Report every line below that carries the word "Moreira".

• [Given data]
- - - - -

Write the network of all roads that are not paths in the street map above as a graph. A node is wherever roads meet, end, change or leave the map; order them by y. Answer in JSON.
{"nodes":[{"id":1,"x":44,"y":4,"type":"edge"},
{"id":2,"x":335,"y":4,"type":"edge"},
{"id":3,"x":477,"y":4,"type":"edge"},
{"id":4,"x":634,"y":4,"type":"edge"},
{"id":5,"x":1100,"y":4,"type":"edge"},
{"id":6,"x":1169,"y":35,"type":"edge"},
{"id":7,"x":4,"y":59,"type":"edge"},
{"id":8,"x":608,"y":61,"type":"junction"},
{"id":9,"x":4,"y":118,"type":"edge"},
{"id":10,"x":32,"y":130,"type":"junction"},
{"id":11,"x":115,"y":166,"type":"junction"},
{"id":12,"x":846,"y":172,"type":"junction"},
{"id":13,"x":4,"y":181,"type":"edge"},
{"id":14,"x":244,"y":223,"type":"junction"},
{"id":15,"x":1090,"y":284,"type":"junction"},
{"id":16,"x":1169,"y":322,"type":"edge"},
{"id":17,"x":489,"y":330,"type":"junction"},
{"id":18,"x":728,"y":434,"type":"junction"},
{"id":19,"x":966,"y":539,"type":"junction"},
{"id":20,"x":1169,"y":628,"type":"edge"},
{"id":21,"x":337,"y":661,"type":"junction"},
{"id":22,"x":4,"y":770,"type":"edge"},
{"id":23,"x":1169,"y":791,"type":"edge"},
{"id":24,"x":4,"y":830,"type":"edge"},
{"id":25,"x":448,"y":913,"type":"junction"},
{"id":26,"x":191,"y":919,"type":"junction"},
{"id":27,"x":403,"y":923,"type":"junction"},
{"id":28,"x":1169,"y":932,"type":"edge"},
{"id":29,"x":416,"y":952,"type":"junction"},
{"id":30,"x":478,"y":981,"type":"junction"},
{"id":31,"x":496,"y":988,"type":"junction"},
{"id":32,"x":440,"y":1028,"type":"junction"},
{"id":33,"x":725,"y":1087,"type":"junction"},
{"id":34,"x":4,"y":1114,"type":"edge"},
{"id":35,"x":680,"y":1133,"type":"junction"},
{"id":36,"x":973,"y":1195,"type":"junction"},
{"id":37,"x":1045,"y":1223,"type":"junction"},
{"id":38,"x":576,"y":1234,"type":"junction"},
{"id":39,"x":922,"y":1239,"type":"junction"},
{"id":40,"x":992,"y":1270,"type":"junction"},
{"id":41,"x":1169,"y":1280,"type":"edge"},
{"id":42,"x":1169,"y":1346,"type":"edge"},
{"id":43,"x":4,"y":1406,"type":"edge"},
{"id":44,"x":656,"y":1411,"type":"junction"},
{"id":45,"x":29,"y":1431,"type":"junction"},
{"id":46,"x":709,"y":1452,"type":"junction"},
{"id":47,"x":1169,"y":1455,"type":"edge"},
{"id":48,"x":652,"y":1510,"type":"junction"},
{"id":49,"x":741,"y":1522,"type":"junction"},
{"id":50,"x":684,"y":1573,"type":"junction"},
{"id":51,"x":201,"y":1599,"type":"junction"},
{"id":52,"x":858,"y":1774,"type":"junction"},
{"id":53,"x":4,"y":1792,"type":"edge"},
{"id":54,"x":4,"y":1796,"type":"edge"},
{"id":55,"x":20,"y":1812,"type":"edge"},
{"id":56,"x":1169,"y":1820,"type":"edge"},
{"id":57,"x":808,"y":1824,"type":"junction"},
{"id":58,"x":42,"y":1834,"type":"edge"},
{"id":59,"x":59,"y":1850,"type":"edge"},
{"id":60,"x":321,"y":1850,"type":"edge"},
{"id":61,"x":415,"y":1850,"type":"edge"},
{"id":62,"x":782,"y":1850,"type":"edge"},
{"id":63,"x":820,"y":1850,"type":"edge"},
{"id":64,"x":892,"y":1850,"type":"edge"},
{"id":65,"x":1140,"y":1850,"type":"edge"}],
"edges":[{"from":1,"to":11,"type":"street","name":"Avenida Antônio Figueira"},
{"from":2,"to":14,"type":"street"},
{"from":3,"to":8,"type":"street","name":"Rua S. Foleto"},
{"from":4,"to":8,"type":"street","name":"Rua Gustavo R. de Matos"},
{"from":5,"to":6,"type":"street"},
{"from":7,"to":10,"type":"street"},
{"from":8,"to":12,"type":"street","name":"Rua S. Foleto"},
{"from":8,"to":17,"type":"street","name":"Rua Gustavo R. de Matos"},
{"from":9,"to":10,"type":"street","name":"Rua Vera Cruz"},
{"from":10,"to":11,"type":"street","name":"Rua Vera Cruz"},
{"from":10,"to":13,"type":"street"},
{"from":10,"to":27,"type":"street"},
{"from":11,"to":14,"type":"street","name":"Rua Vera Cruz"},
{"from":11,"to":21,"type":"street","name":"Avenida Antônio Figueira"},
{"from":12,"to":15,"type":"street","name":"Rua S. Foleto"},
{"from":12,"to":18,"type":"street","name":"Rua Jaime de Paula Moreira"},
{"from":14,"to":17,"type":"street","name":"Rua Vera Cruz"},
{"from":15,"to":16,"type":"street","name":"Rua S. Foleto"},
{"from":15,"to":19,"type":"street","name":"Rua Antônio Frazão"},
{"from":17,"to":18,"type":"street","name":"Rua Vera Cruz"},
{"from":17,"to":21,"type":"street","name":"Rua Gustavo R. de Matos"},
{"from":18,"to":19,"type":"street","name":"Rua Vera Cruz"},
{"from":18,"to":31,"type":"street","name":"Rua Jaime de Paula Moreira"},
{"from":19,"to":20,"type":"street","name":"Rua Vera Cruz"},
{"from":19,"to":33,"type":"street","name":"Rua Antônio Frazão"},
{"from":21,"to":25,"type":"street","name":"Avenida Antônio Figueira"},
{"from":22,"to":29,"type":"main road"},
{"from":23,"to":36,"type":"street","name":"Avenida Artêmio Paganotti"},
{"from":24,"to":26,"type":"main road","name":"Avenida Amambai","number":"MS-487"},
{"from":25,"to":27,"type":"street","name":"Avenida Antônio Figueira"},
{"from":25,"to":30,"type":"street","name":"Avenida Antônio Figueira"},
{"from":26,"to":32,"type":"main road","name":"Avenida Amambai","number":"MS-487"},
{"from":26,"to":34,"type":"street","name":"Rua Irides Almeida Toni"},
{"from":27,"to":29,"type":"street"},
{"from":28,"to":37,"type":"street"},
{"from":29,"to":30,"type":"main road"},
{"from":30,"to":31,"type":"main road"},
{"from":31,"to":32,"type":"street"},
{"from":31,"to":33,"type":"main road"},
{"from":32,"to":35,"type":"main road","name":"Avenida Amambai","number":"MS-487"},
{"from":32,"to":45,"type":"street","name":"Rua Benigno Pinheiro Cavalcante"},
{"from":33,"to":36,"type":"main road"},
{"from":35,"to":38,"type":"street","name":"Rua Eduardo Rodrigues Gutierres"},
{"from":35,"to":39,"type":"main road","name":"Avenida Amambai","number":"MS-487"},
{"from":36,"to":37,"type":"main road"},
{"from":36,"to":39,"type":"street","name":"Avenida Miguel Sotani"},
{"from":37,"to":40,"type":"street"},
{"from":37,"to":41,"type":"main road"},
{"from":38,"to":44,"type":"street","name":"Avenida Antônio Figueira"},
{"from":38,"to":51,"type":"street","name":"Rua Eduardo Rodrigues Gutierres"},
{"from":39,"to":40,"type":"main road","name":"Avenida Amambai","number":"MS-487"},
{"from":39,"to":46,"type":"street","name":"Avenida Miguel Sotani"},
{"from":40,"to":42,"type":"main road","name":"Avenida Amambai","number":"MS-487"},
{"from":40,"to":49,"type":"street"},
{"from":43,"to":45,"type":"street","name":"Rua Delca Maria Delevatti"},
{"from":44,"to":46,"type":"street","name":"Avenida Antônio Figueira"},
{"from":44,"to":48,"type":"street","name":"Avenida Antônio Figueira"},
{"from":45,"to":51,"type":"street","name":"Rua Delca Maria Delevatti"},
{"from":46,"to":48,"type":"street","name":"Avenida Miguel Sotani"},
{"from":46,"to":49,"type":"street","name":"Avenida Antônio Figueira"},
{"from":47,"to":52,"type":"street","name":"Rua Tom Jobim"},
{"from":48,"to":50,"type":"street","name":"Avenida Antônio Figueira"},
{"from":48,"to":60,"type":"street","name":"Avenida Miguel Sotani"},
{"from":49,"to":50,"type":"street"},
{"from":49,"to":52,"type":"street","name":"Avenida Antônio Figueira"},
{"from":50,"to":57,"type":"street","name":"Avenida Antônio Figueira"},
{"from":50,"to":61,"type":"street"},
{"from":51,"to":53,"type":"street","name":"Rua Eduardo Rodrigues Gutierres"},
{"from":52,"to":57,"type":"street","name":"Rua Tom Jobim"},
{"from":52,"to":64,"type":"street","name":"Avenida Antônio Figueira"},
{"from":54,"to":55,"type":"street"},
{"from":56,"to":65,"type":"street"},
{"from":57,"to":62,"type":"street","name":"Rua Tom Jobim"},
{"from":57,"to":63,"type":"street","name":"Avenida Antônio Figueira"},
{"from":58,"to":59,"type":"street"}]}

- - - - -

• [Written reply]
{"from":12,"to":18,"type":"street","name":"Rua Jaime de Paula Moreira"},
{"from":18,"to":31,"type":"street","name":"Rua Jaime de Paula Moreira"},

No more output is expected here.